►

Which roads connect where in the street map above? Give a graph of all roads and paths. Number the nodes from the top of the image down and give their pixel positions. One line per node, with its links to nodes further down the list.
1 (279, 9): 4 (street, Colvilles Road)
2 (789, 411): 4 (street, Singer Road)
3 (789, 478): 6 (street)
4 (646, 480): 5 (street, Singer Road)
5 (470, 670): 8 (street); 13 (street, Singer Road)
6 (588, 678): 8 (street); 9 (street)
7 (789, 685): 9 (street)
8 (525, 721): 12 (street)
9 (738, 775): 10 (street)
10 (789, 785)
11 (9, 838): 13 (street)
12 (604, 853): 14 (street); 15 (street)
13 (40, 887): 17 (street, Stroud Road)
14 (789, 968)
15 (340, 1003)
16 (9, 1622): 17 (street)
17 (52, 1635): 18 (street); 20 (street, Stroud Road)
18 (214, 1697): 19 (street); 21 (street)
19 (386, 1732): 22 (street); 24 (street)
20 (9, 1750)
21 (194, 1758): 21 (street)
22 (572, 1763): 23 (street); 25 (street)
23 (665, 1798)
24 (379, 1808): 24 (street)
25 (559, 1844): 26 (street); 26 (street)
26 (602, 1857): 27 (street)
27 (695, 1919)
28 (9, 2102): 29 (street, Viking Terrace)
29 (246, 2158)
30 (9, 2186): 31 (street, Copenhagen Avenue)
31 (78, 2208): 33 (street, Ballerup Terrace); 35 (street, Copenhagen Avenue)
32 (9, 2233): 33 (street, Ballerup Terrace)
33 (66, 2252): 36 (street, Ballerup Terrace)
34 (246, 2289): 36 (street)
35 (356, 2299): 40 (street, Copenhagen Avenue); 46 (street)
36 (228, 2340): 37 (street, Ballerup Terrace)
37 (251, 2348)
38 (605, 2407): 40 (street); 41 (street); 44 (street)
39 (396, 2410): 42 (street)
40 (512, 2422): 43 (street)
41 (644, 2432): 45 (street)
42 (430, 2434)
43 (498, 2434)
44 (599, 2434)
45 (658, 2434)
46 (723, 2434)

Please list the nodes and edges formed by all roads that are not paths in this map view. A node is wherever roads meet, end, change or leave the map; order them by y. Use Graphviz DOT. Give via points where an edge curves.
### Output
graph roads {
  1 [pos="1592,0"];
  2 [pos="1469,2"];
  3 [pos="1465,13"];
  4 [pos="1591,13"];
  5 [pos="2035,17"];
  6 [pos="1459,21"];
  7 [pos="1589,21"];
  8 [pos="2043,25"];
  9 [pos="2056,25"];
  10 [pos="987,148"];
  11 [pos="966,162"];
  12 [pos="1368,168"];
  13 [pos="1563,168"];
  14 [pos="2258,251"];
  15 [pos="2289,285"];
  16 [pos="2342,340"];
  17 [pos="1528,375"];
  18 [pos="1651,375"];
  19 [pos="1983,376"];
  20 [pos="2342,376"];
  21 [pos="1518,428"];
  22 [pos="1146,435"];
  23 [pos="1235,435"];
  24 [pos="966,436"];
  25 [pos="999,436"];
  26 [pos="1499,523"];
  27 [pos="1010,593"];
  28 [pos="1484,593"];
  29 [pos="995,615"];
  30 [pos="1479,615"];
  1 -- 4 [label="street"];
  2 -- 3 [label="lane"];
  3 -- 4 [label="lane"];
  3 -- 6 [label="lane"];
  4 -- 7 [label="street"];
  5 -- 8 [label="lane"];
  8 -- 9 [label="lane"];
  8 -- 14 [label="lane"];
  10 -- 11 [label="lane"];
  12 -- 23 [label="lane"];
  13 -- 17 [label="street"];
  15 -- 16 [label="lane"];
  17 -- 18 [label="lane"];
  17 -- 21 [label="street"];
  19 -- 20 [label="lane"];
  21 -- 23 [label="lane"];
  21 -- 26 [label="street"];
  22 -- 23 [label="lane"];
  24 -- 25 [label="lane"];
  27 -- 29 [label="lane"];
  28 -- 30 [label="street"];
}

◄

> Task statement
Nothing in the records should differ from the original when you retype them.

> Response area
Which roads connect where in the street map above? Give a graph of all roads and paths. Number the nodes from the top of the image down and give their pixel positions. One line per node, with its links to nodes further down the list.
1 (279, 9): 4 (street, Colvilles Road)
2 (789, 411): 4 (street, Singer Road)
3 (789, 478): 6 (street)
4 (646, 480): 5 (street, Singer Road)
5 (470, 670): 8 (street); 13 (street, Singer Road)
6 (588, 678): 8 (street); 9 (street)
7 (789, 685): 9 (street)
8 (525, 721): 12 (street)
9 (738, 775): 10 (street)
10 (789, 785)
11 (9, 838): 13 (street)
12 (604, 853): 14 (street); 15 (street)
13 (40, 887): 17 (street, Stroud Road)
14 (789, 968)
15 (340, 1003)
16 (9, 1622): 17 (street)
17 (52, 1635): 18 (street); 20 (street, Stroud Road)
18 (214, 1697): 19 (street); 21 (street)
19 (386, 1732): 22 (street); 24 (street)
20 (9, 1750)
21 (194, 1758): 21 (street)
22 (572, 1763): 23 (street); 25 (street)
23 (665, 1798)
24 (379, 1808): 24 (street)
25 (559, 1844): 26 (street); 26 (street)
26 (602, 1857): 27 (street)
27 (695, 1919)
28 (9, 2102): 29 (street, Viking Terrace)
29 (246, 2158)
30 (9, 2186): 31 (street, Copenhagen Avenue)
31 (78, 2208): 33 (street, Ballerup Terrace); 35 (street, Copenhagen Avenue)
32 (9, 2233): 33 (street, Ballerup Terrace)
33 (66, 2252): 36 (street, Ballerup Terrace)
34 (246, 2289): 36 (street)
35 (356, 2299): 40 (street, Copenhagen Avenue); 46 (street)
36 (228, 2340): 37 (street, Ballerup Terrace)
37 (251, 2348)
38 (605, 2407): 40 (street); 41 (street); 44 (street)
39 (396, 2410): 42 (street)
40 (512, 2422): 43 (street)
41 (644, 2432): 45 (street)
42 (430, 2434)
43 (498, 2434)
44 (599, 2434)
45 (658, 2434)
46 (723, 2434)

Please list the nodes and edges formed by all roads that are not paths in this map view. A node is wherever roads meet, end, change or leave the map; order them by y. Use Graphviz DOT. Give via points where an edge curves.
### Output
graph roads {
  1 [pos="1592,0"];
  2 [pos="1469,2"];
  3 [pos="1465,13"];
  4 [pos="1591,13"];
  5 [pos="2035,17"];
  6 [pos="1459,21"];
  7 [pos="1589,21"];
  8 [pos="2043,25"];
  9 [pos="2056,25"];
  10 [pos="987,148"];
  11 [pos="966,162"];
  12 [pos="1368,168"];
  13 [pos="1563,168"];
  14 [pos="2258,251"];
  15 [pos="2289,285"];
  16 [pos="2342,340"];
  17 [pos="1528,375"];
  18 [pos="1651,375"];
  19 [pos="1983,376"];
  20 [pos="2342,376"];
  21 [pos="1518,428"];
  22 [pos="1146,435"];
  23 [pos="1235,435"];
  24 [pos="966,436"];
  25 [pos="999,436"];
  26 [pos="1499,523"];
  27 [pos="1010,593"];
  28 [pos="1484,593"];
  29 [pos="995,615"];
  30 [pos="1479,615"];
  1 -- 4 [label="street"];
  2 -- 3 [label="lane"];
  3 -- 4 [label="lane"];
  3 -- 6 [label="lane"];
  4 -- 7 [label="street"];
  5 -- 8 [label="lane"];
  8 -- 9 [label="lane"];
  8 -- 14 [label="lane"];
  10 -- 11 [label="lane"];
  12 -- 23 [label="lane"];
  13 -- 17 [label="street"];
  15 -- 16 [label="lane"];
  17 -- 18 [label="lane"];
  17 -- 21 [label="street"];
  19 -- 20 [label="lane"];
  21 -- 23 [label="lane"];
  21 -- 26 [label="street"];
  22 -- 23 [label="lane"];
  24 -- 25 [label="lane"];
  27 -- 29 [label="lane"];
  28 -- 30 [label="street"];
}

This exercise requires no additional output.